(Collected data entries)
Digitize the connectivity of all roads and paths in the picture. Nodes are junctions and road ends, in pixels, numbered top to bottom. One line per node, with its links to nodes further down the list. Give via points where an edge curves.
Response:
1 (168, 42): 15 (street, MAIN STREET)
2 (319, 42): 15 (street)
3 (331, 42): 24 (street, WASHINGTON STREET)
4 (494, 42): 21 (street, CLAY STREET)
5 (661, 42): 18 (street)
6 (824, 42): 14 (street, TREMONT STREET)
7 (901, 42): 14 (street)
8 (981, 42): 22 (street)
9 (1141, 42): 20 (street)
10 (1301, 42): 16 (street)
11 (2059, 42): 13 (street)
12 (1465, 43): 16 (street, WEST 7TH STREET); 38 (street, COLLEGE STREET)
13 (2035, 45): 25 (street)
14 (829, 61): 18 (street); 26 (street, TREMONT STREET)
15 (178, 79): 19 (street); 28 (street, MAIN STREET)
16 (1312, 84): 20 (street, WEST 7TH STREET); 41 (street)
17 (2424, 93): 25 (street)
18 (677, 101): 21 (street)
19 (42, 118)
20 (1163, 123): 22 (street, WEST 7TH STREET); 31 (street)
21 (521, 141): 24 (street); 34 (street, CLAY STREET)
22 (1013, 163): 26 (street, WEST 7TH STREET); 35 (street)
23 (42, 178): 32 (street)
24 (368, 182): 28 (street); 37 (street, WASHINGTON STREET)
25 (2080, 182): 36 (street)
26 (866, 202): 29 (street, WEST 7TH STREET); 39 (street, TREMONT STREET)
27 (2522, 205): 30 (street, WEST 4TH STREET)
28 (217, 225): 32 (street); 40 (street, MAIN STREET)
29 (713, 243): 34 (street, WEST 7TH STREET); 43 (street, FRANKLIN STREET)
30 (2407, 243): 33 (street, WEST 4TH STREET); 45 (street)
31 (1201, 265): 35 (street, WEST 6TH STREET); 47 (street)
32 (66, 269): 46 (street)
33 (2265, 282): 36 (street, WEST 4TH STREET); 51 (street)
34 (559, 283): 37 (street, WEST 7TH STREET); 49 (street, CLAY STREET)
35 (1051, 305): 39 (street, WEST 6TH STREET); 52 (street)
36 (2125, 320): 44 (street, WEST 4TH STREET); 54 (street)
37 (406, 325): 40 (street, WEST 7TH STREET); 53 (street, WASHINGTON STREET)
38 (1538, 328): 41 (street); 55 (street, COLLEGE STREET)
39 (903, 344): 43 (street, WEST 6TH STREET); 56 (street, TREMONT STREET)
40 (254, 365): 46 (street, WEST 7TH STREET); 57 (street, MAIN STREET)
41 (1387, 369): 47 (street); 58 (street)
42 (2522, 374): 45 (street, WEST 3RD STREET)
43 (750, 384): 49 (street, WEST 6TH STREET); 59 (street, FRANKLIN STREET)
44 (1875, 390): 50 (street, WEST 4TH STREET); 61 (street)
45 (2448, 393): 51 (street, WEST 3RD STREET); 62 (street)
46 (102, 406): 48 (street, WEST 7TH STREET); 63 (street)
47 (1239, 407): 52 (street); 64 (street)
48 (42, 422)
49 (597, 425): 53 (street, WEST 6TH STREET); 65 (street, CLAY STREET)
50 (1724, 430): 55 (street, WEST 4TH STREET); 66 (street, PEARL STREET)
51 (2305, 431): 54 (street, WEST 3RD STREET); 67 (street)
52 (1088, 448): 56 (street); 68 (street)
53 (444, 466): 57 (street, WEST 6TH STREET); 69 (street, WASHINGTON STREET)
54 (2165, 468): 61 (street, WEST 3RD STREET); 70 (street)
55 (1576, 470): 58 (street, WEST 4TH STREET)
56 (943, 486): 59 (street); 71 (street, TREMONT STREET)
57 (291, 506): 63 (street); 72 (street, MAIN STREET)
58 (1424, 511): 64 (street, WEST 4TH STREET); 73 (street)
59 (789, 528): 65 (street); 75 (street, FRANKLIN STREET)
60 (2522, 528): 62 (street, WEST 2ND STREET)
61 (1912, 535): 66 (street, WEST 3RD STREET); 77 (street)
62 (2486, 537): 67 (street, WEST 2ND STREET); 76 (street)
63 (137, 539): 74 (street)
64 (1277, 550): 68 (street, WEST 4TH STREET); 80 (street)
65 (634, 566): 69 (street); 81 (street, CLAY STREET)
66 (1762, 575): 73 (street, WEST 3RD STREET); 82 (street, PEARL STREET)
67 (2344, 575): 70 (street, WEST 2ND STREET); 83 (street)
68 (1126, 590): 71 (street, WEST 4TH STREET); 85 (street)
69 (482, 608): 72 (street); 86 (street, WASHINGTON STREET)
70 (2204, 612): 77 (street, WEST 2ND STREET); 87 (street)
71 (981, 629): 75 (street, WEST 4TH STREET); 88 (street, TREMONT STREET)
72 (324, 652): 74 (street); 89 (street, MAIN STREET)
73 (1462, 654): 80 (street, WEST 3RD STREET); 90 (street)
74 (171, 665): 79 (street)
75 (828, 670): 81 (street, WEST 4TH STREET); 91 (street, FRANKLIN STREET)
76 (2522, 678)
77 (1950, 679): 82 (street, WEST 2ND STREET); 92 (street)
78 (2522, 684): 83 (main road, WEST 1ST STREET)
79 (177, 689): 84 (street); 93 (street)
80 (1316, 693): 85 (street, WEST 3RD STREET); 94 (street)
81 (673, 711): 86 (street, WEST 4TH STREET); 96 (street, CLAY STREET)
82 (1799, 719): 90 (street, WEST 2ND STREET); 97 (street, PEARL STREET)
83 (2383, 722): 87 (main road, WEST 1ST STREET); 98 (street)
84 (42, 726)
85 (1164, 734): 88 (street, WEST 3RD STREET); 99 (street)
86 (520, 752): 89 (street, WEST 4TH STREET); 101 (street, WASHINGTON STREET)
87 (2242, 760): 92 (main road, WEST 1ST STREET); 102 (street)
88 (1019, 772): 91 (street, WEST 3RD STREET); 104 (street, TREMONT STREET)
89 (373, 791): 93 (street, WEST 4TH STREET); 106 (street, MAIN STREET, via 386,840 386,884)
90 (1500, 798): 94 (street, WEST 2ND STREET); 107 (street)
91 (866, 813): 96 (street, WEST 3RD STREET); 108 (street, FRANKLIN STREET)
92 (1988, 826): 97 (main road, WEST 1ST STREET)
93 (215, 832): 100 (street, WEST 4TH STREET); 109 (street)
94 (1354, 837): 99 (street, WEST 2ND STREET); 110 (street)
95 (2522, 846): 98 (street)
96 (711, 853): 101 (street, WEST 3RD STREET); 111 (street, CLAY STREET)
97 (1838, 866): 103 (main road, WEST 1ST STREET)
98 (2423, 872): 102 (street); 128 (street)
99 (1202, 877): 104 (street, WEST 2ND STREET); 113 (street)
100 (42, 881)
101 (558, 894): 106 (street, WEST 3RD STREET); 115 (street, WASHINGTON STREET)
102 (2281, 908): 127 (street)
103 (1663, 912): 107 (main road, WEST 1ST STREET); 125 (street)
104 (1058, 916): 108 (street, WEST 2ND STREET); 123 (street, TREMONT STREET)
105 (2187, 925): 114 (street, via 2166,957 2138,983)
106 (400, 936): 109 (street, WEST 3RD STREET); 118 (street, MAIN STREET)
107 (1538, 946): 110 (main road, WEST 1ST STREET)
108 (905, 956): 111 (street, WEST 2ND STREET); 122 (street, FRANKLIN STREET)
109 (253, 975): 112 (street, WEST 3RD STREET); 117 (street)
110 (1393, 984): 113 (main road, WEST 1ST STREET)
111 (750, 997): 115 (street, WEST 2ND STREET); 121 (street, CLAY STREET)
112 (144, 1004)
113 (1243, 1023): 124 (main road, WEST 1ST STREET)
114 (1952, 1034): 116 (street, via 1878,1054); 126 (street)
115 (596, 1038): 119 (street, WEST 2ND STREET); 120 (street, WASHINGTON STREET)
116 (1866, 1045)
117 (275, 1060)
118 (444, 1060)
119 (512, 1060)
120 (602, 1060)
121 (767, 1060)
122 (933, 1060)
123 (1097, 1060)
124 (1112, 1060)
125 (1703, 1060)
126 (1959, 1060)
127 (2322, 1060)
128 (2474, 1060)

__EXERCISE BRIEF__
Search the records above for "COLLEGE" and copy every line that has it.

__TASK RESULT__
12 (1465, 43): 16 (street, WEST 7TH STREET); 38 (street, COLLEGE STREET)
38 (1538, 328): 41 (street); 55 (street, COLLEGE STREET)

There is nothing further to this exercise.